An der Miquel-/Adickesallee, in der Nähe des Polizeipräsidiums Frankfurt, war an diesem Vormittag einer Kreuzung plötzlich eine Ampel ausgefallen. Auf der Hinfahrt funktionierte die Ampel noch. Also war ein Verkehrspolizist dazu abkommandiert worden, den Verkehr auf der Kreuzung zu regeln. Sah ich, als ich mit Badewanne auf dem Dachgepäckträger und viel Ladung im Kofferraum auf die Kreuzung zu rollte. Glücklicherweise waren einige Fahrzeuge vor mir und er schaute in die Gegenrichtung, während er mit dem Arm winkte, damit der Verkehr fahren solle.

Also richtig Gas gegeben und über die Kreuzung, damit der Polizist uns nicht anhält. Aus dem Augenwinkel konnte ich im Vorbeifahren noch sehen, wie der Polizist sich umschaute, der Blick auf unser Auto fiel, und er vor Erstaunen den Mund öffnete. Die Trillerpfeife purzelte heraus – und schon war ich über die Kreuung. Da viel Verkehr an diesem Morgen herrschte, hatte der Polizist wohl auch keine Chance, mit der Trillerpfeife zu agieren, um mich nachträglich anzuhalten.

Ich bin dann gemächlich mit Schwager und Sanitärobjekten im Auto über die A66 zurück in den Taunus geschüsselt und habe alles heile zur neuen Wohnung gebracht.
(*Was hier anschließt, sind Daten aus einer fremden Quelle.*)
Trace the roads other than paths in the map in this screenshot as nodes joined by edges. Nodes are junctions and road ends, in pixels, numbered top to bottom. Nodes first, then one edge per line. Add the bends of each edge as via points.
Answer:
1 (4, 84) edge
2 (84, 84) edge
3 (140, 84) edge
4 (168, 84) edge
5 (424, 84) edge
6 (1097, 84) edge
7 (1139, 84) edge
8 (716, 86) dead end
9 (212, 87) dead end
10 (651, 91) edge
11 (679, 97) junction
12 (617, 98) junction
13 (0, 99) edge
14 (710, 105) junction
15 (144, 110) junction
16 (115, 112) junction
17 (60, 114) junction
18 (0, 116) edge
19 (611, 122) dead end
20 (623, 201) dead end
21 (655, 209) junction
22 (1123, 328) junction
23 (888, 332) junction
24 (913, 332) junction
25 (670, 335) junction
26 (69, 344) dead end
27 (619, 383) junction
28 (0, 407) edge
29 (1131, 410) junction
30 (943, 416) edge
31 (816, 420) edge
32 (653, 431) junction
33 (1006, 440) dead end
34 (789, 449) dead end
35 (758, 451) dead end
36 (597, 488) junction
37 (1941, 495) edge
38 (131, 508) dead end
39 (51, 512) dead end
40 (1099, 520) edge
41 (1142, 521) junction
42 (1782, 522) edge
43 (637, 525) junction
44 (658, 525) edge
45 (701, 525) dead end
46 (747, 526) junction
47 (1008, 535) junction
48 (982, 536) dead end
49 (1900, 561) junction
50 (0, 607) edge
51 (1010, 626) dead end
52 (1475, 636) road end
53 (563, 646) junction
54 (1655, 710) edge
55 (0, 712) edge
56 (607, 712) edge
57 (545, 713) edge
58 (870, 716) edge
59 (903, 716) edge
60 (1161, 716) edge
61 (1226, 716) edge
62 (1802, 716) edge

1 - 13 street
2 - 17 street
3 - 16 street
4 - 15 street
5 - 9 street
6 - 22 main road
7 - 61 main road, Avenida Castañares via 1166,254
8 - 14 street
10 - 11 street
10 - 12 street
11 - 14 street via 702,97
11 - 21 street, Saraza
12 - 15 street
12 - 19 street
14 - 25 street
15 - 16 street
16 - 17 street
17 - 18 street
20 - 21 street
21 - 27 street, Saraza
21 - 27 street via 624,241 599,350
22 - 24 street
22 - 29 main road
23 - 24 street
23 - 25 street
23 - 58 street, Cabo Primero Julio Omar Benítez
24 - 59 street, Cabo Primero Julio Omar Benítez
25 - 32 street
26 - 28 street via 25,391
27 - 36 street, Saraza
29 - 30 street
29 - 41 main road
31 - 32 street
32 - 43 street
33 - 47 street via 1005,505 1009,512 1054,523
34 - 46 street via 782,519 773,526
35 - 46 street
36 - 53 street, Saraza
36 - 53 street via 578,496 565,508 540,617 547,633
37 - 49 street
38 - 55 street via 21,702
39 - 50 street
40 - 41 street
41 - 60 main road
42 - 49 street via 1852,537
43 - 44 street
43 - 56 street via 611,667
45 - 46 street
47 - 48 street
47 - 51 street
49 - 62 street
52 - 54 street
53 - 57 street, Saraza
Beim Ausräumen meinte der Nachbar, der aus dem Staunen nicht mehr herauskam, was wir das alles in die Wohnung schleppten: Wie groß ist denn der Lastwagen, damit ihr das alles transportieren konntet.

Der Cherry hat mir noch viele Jahre treue Dienste geleistet. Die Geschichte, wie ich über das Auto den KFZ-Dealer fürs Leben gefunden habe, und wie ich fast am TÜV gescheitert wäre und was das mit der Vedool Garantie zu tun hatte, erzähle ich in einem anderen Beitrag.